- _EXERCISE BRIEF_: Your task is to find every line of the listing that includes "pinky" and copy it.

Top of SOURCE DATA

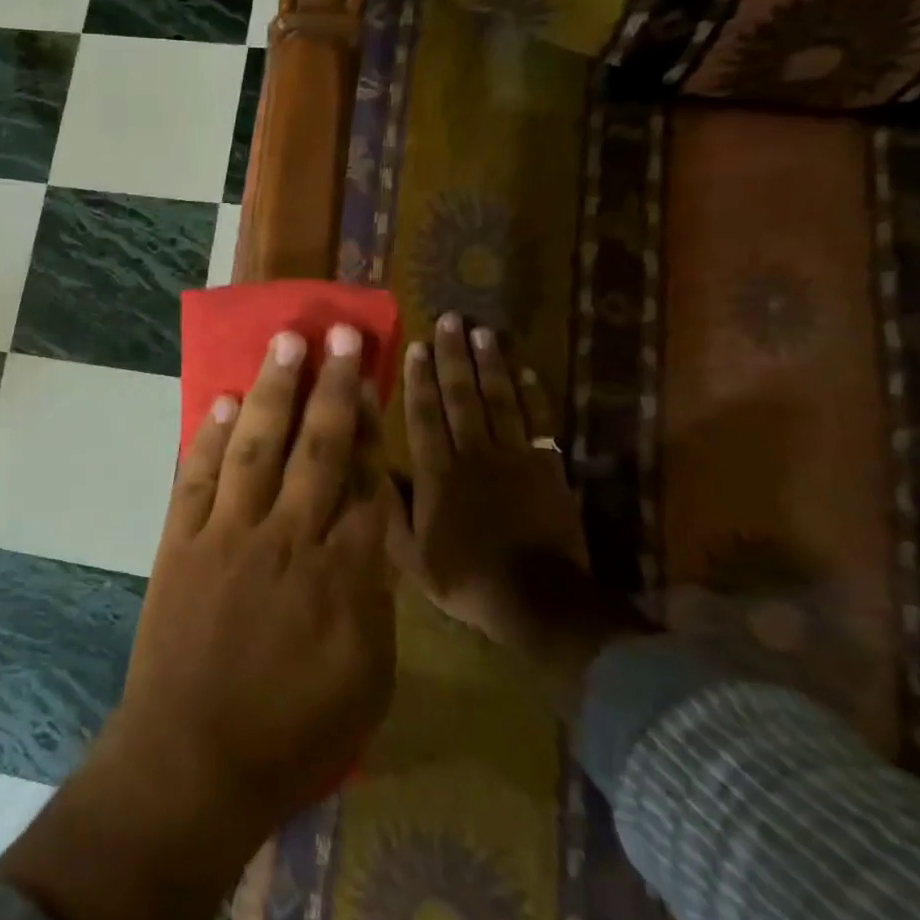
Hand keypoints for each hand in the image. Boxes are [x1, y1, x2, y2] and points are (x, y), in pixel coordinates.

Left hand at [0, 325, 396, 919]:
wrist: (193, 759)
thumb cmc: (292, 736)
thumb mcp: (368, 681)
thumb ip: (374, 600)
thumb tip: (373, 537)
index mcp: (343, 575)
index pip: (369, 482)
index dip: (375, 429)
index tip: (377, 385)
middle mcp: (288, 537)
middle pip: (319, 447)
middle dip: (335, 387)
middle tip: (343, 335)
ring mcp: (228, 533)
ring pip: (257, 444)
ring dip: (273, 390)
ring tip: (287, 343)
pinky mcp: (180, 540)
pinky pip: (197, 475)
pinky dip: (210, 435)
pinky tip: (222, 400)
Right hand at [396, 316, 642, 704]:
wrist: (537, 600)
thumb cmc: (464, 576)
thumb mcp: (409, 553)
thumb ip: (389, 507)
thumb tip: (371, 466)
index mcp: (437, 473)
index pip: (425, 415)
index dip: (419, 379)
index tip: (417, 345)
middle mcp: (474, 454)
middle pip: (462, 396)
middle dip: (454, 357)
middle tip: (451, 320)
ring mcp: (514, 458)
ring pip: (501, 401)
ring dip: (491, 365)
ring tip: (484, 332)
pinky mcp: (547, 468)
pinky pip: (539, 423)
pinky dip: (533, 395)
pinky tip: (526, 371)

Bottom of SOURCE DATA

- _TASK RESPONSE_:
pinky mcp: (180, 540)
pinky pip: (197, 475)
pinky dip: (210, 435)
pinky tip: (222, 400)
pinky mcp: (547, 468)
pinky pip: (539, 423)
pinky dip: (533, 395)
pinky tip: (526, 371)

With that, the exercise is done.